[[ Entries shown, beginning ]]

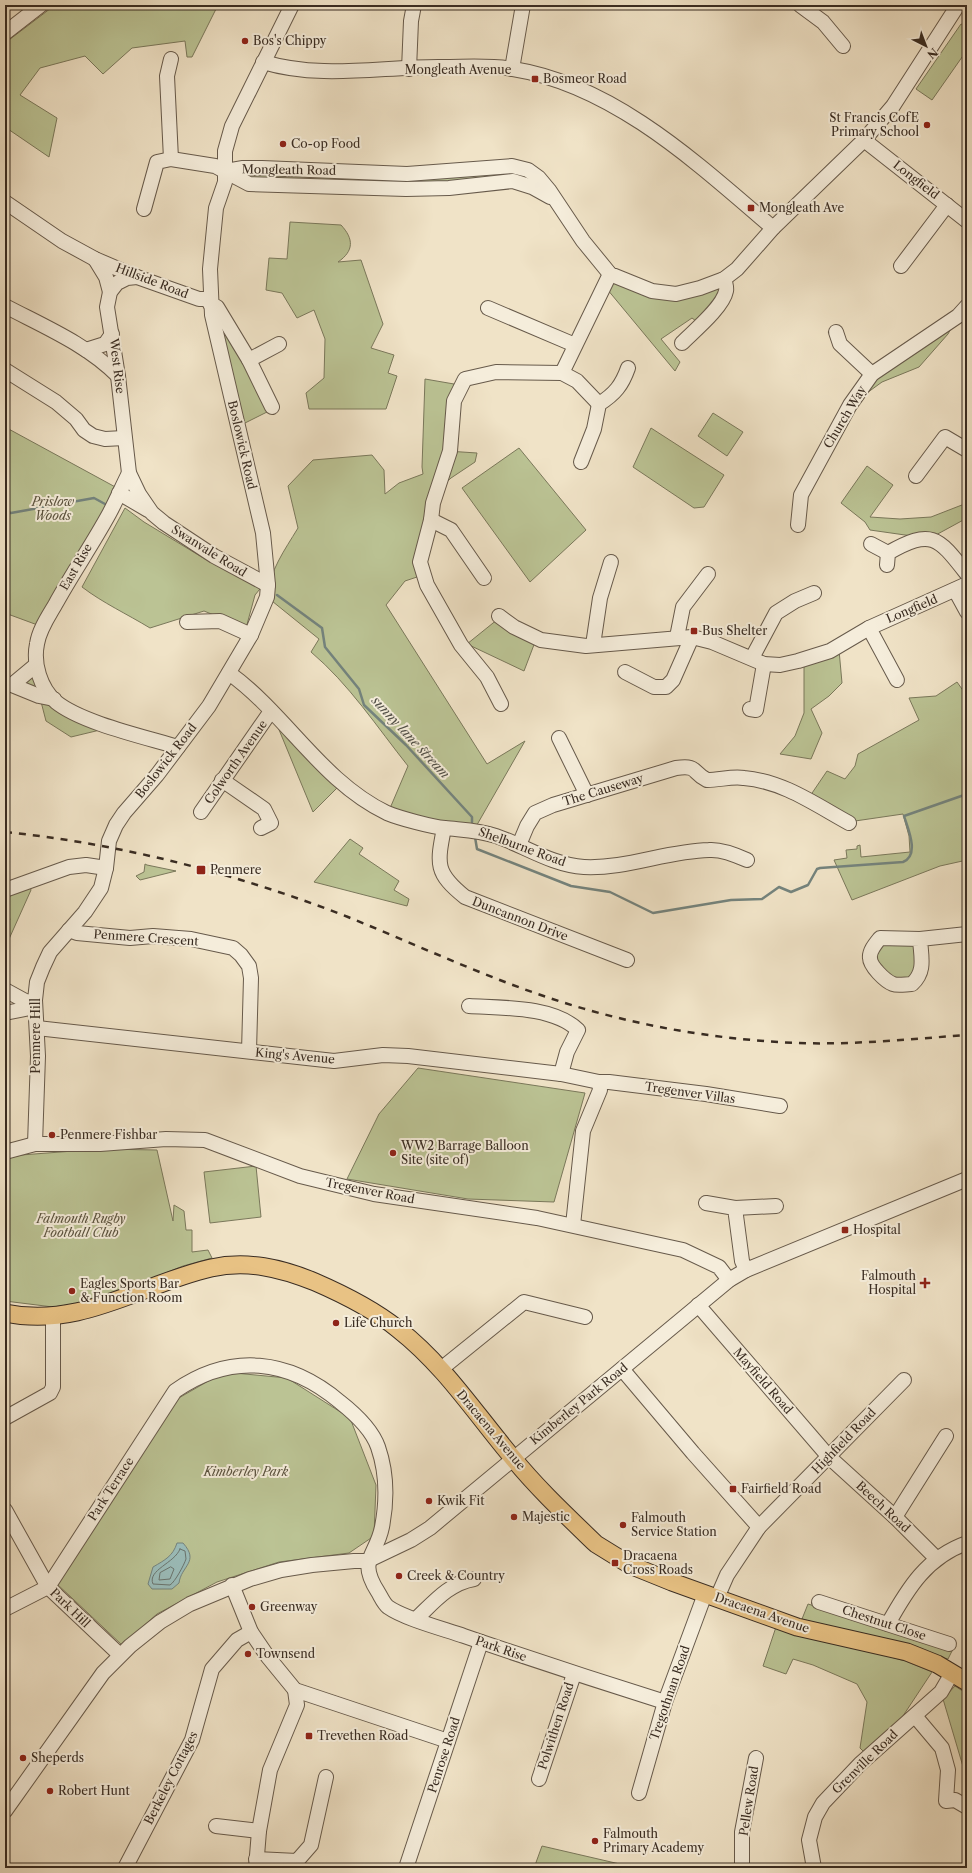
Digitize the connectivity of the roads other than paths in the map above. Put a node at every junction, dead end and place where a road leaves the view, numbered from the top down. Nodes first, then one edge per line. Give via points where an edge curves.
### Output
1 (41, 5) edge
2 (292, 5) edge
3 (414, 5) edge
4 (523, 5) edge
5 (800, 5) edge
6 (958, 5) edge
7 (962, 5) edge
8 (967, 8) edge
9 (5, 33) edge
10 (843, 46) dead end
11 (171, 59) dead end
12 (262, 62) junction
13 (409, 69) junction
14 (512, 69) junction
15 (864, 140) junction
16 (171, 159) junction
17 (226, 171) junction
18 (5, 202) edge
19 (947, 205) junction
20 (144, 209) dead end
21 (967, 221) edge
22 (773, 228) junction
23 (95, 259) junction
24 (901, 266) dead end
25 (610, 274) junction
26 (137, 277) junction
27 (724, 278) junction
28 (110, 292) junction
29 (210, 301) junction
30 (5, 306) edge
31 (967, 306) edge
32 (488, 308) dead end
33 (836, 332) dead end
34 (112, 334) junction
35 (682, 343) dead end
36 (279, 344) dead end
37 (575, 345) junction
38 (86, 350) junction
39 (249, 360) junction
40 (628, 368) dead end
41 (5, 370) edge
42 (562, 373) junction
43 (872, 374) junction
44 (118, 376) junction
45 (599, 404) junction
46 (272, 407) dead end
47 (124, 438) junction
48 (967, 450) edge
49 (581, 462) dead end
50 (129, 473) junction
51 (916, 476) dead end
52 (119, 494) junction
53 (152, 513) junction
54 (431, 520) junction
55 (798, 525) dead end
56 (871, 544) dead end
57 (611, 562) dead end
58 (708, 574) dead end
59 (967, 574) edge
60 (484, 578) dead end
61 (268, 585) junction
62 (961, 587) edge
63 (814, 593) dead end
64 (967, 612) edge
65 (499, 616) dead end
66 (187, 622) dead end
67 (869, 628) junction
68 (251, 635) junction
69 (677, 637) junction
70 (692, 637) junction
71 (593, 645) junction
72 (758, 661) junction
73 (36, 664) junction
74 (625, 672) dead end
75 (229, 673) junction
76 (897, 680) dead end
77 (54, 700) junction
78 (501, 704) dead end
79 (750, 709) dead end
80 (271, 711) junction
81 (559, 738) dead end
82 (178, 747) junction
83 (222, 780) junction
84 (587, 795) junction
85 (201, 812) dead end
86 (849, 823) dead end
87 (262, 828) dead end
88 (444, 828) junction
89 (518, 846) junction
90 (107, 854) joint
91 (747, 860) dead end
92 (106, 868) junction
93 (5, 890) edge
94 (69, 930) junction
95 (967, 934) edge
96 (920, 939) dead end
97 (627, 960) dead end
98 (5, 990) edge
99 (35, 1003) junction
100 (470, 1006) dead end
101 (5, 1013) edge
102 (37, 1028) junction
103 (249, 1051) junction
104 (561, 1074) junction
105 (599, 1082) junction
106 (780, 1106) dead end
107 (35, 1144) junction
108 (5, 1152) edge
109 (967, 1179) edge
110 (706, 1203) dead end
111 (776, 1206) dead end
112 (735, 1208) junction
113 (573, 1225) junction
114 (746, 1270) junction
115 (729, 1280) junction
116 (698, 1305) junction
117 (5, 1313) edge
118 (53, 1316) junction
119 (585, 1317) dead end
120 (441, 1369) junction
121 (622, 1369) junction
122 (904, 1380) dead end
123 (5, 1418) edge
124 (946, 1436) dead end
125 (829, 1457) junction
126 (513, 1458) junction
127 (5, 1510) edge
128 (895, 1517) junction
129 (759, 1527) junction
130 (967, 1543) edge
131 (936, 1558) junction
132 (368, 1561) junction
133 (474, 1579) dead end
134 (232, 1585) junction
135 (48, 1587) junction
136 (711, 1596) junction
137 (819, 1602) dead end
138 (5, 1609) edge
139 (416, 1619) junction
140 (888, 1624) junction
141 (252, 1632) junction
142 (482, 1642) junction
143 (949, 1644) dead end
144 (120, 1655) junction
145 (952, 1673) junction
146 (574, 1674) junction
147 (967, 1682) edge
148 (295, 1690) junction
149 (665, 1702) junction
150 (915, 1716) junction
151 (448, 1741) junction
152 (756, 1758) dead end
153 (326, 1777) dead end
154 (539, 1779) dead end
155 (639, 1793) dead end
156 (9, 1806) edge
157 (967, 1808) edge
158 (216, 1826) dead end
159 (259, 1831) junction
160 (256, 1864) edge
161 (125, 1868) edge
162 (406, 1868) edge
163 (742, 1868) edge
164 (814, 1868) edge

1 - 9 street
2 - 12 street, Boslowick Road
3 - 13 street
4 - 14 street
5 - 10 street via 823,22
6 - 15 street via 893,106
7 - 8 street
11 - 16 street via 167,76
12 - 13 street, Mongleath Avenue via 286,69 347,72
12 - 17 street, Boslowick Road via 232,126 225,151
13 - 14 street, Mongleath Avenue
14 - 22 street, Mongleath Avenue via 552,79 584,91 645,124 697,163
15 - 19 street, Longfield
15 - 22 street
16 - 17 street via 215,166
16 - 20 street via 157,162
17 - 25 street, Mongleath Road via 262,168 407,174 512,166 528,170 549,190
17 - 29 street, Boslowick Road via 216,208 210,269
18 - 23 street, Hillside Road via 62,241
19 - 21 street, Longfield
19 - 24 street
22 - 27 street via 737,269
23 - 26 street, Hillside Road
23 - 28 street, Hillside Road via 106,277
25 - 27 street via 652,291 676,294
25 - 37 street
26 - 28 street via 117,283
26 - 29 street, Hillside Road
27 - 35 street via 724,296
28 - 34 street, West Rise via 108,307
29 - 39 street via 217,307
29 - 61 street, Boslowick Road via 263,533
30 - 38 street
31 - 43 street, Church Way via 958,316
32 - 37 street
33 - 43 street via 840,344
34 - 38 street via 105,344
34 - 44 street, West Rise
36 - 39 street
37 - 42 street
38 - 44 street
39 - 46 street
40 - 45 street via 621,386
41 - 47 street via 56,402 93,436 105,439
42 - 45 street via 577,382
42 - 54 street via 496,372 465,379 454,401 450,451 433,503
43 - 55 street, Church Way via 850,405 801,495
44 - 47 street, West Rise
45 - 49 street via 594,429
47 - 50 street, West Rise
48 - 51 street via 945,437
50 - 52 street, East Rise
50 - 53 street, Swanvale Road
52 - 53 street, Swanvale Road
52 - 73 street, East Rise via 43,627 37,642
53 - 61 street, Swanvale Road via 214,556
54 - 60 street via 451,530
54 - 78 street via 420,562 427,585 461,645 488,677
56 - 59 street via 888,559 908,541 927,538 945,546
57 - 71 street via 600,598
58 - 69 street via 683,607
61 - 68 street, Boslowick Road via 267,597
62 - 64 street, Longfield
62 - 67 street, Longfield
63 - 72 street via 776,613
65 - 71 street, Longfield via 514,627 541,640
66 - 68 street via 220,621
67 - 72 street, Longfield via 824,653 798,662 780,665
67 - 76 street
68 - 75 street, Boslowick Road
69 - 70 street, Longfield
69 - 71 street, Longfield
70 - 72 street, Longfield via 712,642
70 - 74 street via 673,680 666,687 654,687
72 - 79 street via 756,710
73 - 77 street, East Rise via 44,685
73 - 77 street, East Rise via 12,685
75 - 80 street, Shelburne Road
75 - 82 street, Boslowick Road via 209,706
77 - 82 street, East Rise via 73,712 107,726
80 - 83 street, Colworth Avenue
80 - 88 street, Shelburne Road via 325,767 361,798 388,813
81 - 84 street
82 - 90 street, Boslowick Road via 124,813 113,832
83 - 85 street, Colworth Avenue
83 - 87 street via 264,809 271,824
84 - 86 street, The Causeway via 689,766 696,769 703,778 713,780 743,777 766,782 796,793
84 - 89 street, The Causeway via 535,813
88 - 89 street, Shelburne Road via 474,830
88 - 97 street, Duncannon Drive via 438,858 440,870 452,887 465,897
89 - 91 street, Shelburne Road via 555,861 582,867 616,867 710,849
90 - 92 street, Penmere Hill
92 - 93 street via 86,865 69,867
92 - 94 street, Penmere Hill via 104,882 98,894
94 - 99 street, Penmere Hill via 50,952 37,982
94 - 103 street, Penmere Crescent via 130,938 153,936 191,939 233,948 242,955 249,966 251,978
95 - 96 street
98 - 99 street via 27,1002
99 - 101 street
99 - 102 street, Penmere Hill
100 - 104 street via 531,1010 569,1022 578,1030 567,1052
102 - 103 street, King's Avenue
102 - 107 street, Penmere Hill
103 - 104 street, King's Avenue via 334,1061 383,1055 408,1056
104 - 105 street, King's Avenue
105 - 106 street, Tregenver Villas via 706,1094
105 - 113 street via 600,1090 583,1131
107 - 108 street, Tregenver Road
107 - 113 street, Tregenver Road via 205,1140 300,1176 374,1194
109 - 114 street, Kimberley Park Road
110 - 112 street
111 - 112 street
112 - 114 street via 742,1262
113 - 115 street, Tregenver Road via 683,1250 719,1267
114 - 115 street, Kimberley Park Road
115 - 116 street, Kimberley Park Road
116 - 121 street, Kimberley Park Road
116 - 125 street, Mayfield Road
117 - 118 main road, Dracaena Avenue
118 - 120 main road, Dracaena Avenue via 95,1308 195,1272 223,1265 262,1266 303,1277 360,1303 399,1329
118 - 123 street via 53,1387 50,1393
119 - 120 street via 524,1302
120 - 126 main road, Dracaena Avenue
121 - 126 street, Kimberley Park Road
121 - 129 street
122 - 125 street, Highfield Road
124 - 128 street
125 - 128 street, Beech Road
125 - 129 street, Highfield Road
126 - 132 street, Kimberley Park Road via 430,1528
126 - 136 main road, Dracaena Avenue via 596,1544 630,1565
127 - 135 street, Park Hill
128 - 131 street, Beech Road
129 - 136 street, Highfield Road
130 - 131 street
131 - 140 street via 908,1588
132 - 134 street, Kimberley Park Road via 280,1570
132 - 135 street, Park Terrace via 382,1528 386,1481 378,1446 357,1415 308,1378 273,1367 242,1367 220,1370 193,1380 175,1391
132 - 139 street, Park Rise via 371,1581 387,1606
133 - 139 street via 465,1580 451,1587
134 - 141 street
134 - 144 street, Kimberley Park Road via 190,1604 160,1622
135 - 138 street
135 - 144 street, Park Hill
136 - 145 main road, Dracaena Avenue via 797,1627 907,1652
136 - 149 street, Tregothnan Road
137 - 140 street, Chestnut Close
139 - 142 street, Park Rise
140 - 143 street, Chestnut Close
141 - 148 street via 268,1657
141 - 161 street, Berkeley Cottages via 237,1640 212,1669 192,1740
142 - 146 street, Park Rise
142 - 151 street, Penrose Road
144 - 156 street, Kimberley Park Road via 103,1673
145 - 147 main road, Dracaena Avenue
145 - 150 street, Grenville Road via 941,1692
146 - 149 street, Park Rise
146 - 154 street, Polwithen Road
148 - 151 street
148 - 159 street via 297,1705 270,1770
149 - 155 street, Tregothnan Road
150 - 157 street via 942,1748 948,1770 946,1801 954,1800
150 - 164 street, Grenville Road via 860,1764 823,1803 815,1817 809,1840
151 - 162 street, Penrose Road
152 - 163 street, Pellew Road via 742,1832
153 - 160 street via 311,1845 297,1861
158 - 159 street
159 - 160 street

[[ Entries shown, end ]]

Assigned task ▸ Only a number should be returned: how many lines in the material contain "East"?

Exercise output ▸ 5